Para o autor, dois tipos de casos alteram completamente a atitude profissional do terapeuta. Um é o paciente com tendências anti-sociais e o outro é o paciente que necessita

de regressão. Winnicott explica que o paciente antissocial está permanentemente reagindo à privação. Sendo assim, o terapeuta é impelido pela doença do paciente a corrigir e continuar corrigindo a falta de apoio ao ego que alterou o curso da vida do paciente. Neste caso o terapeuta irá trabalhar na tentativa de chegar a uma avaliação precisa da privação original, como percebidas pelo paciente quando criança.

No tipo de paciente que necessita regressão ele precisará passar por uma fase de dependência infantil. E, para Winnicott, a maior dificuldade nesses casos está no diagnóstico, na identificação da falsidade da falsa personalidade que oculta o self verdadeiro imaturo. Para o self verdadeiro aflorar é necessário passar por um coapso como parte do tratamento, e o analista precisará ser capaz de desempenhar o papel de mãe para o lactente do paciente. Isso significa dar apoio ao ego em grande escala. O analista precisará permanecer orientado para a realidade externa ao mesmo tempo que identificado ou mesmo fundido com o paciente. O paciente precisa ficar extremamente dependente.
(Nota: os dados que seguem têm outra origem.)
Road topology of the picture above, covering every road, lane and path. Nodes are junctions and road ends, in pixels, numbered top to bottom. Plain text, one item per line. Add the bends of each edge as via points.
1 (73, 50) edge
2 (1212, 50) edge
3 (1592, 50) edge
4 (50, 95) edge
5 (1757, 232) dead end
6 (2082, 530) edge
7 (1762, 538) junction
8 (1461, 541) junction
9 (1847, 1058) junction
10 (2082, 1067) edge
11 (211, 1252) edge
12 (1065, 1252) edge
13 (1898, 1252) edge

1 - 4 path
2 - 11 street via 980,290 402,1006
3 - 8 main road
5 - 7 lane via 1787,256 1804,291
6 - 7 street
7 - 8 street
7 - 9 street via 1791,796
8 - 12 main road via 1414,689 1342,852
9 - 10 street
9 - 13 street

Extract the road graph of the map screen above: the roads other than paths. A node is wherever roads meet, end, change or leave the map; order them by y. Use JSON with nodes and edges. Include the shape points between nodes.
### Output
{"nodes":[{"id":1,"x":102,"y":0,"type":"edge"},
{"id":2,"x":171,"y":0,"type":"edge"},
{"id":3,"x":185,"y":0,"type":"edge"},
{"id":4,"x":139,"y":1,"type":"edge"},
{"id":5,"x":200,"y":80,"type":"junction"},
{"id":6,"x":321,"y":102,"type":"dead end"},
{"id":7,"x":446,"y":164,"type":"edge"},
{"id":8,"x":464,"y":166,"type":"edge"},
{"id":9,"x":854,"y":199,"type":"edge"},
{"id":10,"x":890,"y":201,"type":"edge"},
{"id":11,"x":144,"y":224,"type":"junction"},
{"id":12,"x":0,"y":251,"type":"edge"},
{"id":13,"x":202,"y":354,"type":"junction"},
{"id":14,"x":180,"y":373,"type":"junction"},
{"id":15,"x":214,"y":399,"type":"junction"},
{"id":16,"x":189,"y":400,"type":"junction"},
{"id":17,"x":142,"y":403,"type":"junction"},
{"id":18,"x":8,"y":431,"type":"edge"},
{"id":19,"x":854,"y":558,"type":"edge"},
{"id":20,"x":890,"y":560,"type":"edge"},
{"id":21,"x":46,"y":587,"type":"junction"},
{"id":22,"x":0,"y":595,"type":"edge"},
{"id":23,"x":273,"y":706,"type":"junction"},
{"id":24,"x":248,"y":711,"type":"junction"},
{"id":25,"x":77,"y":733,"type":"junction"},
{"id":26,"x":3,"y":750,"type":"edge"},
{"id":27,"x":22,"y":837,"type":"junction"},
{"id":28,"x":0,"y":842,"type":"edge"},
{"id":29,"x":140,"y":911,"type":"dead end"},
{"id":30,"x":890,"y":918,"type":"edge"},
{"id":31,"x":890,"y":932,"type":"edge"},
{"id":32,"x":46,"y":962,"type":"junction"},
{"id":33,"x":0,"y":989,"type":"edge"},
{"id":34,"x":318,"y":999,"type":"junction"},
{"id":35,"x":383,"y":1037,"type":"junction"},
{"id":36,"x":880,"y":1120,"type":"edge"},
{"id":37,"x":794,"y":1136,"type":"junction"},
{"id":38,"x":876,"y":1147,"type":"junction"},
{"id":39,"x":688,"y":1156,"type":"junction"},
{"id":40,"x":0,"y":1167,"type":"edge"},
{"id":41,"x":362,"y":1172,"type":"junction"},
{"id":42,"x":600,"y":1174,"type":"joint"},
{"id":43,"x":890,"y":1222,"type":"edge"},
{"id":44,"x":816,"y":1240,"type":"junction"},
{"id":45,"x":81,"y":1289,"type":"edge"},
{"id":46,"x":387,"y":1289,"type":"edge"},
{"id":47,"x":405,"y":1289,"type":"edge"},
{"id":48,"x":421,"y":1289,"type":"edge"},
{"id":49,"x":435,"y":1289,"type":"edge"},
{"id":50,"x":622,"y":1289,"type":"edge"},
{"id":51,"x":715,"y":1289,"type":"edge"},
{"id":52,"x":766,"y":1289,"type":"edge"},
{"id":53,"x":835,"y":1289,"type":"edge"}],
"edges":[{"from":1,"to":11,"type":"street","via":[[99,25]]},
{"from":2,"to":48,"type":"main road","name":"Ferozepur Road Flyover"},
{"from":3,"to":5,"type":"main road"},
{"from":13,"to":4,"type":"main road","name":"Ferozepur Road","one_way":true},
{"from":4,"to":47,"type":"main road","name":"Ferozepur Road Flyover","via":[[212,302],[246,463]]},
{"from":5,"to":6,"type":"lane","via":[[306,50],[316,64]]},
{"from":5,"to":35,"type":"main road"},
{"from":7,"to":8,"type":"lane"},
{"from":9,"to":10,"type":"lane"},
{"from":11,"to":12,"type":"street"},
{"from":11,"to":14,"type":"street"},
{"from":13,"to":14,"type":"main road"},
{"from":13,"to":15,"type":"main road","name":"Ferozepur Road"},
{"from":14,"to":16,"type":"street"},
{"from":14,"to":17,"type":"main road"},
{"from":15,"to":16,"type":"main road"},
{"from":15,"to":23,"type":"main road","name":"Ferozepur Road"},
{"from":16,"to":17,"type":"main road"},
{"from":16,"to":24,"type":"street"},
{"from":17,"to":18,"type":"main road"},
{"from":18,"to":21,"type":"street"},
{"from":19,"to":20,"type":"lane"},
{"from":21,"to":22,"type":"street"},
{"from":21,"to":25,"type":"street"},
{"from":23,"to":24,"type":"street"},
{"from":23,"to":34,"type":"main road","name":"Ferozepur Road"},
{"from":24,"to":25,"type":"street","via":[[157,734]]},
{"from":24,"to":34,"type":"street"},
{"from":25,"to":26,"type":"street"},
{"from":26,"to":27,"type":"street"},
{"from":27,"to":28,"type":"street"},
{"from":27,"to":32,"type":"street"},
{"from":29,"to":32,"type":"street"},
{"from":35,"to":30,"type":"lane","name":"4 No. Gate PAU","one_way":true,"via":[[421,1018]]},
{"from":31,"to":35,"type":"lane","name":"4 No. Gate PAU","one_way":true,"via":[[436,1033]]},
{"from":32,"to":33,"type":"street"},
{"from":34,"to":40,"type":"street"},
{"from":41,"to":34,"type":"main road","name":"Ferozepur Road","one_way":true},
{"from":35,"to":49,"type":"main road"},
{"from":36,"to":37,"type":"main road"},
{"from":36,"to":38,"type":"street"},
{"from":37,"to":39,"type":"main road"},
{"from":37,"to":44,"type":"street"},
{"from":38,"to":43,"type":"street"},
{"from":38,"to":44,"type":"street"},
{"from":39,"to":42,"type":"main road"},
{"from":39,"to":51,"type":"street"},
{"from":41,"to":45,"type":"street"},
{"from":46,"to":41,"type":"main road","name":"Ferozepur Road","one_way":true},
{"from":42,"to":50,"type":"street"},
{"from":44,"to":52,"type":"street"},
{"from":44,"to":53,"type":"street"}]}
O autor pondera que tais pacientes exigem outras técnicas no manejo do tratamento e em alguns desses casos a técnica psicanalítica não é a melhor opção, ou deve ser aplicada de forma diferenciada, mas Winnicott não aprofunda no texto sobre como manejar tais pacientes.

Winnicott não aconselha estudantes de psicanálise atenderem pacientes psicóticos com necessidades primitivas, porque poucos poderão suportá-las. Por outro lado, o autor nos diz que em uma prática psicanalítica organizada há lugar para alguns pacientes que forçam a passagem do limite profissional, e que realizam estes testes e exigências especiais, que parecemos estar incluindo sob o termo contratransferência.

O autor exemplifica que foi agredido por uma paciente e como reagiu a isso não se pode publicar. Explica que foi uma reação e não uma contratransferência, pois a paciente atravessou a linha profissional e chegou muito perto do eu verdadeiro do terapeuta.

A partir da leitura do texto pude perceber que para Winnicott, Contratransferência, é um termo usado para pacientes neuróticos, onde o analista poderá analisar seus sentimentos e reações a partir da neurose de transferência que ocorre na análise. Com pacientes psicóticos o autor sugere o termo “a resposta total do analista às necessidades do paciente”, de Margareth Little.

BIBLIOGRAFIA
Winnicott, D. W. (1983). O ambiente e os processos de maturação: estudos sobre a teoria do desenvolvimento emocional. Porto Alegre: Artmed.

SRACHEY, J Natureza de La Accion Terapêutica Del Psicoanálises. T.V.1948. Citado por CARON & MALTZ na RBP vol. XVIII. No. 4, Rio de Janeiro: 1984.

LAPLANCHE e PONTALIS. Vocabulário de Psicanálise. Martins Fontes, São Paulo: 2000.